According to researchers, tetrapods are four-limbed vertebrates, like the amphibians, reptiles, birds and mammals of today. Approximately 400 million years ago, early tetrapods were the first vertebrates to take short trips into shallower waters where they used their four limbs for moving around. Scientists continue to debate how exactly vertebrates accomplished this.
Researchers point out that all tetrapods have a backbone, which is a bony structure that is common to all other vertebrates including fish. A backbone is formed from vertebrae connected in a row. Unlike the backbone of humans, in which each vertebra is made up of only one bone, early tetrapods had vertebrae made up of multiple parts.
“For more than 100 years, early tetrapods were thought to have vertebrae composed of three sets of bones – one bone in front, one on top, and a pair behind,” says lead Stephanie Pierce from The Royal Veterinary College in London. “But, by peering inside the fossils using synchrotron X-rays we have discovered that this traditional view literally got it back-to-front.”
Researchers at the ESRF scanned three fossil fragments with X-rays and applied a data extraction method to uncover small details of fossil bones hidden deep inside the rock matrix. The fossilized bones are burried in rock so dense that it takes in most of the X-rays.
“Without the new method, it would not have been possible to reveal the elements of the spine in three dimensions with a resolution of 30 micrometers,” says coauthor Sophie Sanchez from University of Uppsala and ESRF.
Researchers found that what was thought to be the first bone, known as the intercentrum, is actually the last in the series.
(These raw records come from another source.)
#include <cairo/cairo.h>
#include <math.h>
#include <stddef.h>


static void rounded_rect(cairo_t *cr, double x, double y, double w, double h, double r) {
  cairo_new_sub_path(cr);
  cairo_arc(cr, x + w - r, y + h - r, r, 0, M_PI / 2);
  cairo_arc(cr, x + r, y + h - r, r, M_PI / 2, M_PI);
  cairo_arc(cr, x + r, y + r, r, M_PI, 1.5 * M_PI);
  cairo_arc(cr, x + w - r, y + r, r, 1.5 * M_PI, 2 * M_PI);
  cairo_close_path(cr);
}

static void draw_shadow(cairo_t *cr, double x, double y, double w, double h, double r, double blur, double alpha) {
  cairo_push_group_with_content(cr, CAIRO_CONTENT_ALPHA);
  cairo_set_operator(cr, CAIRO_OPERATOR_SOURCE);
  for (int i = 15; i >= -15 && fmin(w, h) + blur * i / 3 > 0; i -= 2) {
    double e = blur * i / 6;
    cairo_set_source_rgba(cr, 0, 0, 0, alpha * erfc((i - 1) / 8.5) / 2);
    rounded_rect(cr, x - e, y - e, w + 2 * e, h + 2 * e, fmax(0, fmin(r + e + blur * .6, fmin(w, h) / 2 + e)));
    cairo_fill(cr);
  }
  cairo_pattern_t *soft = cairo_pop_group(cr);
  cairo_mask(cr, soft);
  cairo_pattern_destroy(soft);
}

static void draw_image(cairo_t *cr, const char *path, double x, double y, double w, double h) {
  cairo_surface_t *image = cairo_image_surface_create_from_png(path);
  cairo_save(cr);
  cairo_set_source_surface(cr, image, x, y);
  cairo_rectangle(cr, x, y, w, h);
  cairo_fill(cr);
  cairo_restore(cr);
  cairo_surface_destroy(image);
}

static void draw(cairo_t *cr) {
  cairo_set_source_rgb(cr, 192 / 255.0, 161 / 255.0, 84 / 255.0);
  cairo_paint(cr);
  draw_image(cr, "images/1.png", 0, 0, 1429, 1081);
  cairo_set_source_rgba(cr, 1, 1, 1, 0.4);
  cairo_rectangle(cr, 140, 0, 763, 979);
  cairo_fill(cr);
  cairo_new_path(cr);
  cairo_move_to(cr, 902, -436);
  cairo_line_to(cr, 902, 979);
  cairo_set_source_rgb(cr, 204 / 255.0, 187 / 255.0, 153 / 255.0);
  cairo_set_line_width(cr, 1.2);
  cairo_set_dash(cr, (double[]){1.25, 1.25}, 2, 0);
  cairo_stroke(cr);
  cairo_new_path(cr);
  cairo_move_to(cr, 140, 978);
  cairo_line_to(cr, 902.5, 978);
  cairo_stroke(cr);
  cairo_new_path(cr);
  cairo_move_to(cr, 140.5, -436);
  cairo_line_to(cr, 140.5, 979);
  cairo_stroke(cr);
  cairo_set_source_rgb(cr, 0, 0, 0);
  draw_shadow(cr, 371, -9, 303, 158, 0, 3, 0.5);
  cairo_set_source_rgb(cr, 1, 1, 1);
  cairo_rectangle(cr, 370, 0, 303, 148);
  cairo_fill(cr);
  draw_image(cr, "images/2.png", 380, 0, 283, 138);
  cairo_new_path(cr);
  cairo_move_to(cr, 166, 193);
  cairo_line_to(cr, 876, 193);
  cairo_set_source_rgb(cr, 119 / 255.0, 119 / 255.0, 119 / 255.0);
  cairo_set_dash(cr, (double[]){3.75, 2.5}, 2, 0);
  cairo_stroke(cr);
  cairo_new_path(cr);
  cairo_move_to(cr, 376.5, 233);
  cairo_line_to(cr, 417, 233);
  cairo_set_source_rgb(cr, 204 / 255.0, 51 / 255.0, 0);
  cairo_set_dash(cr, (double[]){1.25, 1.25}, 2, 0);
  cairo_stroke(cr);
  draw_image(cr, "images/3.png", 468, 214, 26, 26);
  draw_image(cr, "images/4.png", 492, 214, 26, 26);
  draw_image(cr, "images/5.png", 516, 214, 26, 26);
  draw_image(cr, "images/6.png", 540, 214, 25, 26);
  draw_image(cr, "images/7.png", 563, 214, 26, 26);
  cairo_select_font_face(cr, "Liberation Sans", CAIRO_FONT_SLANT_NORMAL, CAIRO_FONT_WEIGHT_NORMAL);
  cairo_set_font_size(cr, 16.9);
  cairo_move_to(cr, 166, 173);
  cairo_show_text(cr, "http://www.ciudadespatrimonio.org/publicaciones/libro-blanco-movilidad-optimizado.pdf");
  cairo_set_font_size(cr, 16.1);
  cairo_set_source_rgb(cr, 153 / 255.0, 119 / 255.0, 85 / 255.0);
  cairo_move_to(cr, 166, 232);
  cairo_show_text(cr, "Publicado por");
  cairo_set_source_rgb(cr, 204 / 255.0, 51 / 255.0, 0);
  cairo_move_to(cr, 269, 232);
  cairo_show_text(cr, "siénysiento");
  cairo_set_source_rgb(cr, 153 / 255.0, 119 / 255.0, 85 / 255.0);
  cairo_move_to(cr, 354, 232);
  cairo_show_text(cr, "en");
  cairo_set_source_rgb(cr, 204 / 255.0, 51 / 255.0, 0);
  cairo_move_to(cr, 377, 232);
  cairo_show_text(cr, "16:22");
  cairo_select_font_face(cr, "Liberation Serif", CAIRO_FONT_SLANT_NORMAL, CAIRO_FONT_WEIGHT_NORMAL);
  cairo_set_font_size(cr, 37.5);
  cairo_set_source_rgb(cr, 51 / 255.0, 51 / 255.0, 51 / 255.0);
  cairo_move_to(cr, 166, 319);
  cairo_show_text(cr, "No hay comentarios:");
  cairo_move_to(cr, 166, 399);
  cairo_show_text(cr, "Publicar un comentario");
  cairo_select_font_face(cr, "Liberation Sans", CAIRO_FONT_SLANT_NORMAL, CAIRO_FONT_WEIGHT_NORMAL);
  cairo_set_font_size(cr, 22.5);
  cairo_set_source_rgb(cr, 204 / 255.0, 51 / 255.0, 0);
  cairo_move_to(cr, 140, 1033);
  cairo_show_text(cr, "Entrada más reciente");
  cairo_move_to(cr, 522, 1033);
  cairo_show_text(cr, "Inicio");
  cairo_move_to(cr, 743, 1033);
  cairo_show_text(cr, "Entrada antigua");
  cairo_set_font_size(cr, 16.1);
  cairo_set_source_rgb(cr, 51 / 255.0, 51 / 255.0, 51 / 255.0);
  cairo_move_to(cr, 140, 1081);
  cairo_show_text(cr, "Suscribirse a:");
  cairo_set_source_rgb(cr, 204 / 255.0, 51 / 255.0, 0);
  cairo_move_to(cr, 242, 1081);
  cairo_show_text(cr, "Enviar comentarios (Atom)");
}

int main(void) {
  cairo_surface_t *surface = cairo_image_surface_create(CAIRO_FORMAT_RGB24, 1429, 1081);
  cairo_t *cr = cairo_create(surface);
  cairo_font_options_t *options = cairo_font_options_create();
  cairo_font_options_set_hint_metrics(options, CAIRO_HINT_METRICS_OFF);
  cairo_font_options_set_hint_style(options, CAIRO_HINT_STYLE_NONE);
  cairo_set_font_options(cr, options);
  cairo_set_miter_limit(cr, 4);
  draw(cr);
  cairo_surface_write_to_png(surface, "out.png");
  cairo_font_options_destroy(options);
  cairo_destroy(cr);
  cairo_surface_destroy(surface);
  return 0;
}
The re-arrangement in vertebral structures has significant implications for the functional evolution of the tetrapod backbone, say researchers.
“This study fundamentally revises our current understanding of vertebral column evolution in the earliest tetrapods and raises questions about the presumed vertebral architecture of tetrapodomorph fish and later, more crownward, tetrapods,” wrote the authors in their study.
Researchers think that their findings will help them better answer the much-debated questions: How did early tetrapods move into shallower waters and how did they then transfer to land?
“By understanding how each of the bones fit together we can begin to explore the mobility of the spine and test how it may have transferred forces between the limbs during the early stages of land movement,” says Pierce.
Researchers also discovered that Ichthyostega had up until now unknown skeletal features, including a string of bones stretching down the middle of its chest.
“These chest bones turned out to be the earliest evolutionary attempt to produce a bony sternum,” says Jennifer Clack from the University of Cambridge. “Such a structure would have strengthened the ribcage of Ichthyostega, permitting it to support its body weight on its chest while moving about on land.”
These findings support work by Pierce and Clack that revealed Ichthyostega moved across flat ground like a seal.
“The results of this study force us to re-write the textbook on backbone evolution in the earliest limbed animals,” says Pierce.
“At the ESRF, the new data extraction protocol makes it possible to study fossils in dense and heavy rock in unprecedented detail. What we have seen today is only the beginning of more surprises to come,” adds Sanchez.
The study’s findings were published Sunday in the journal Nature.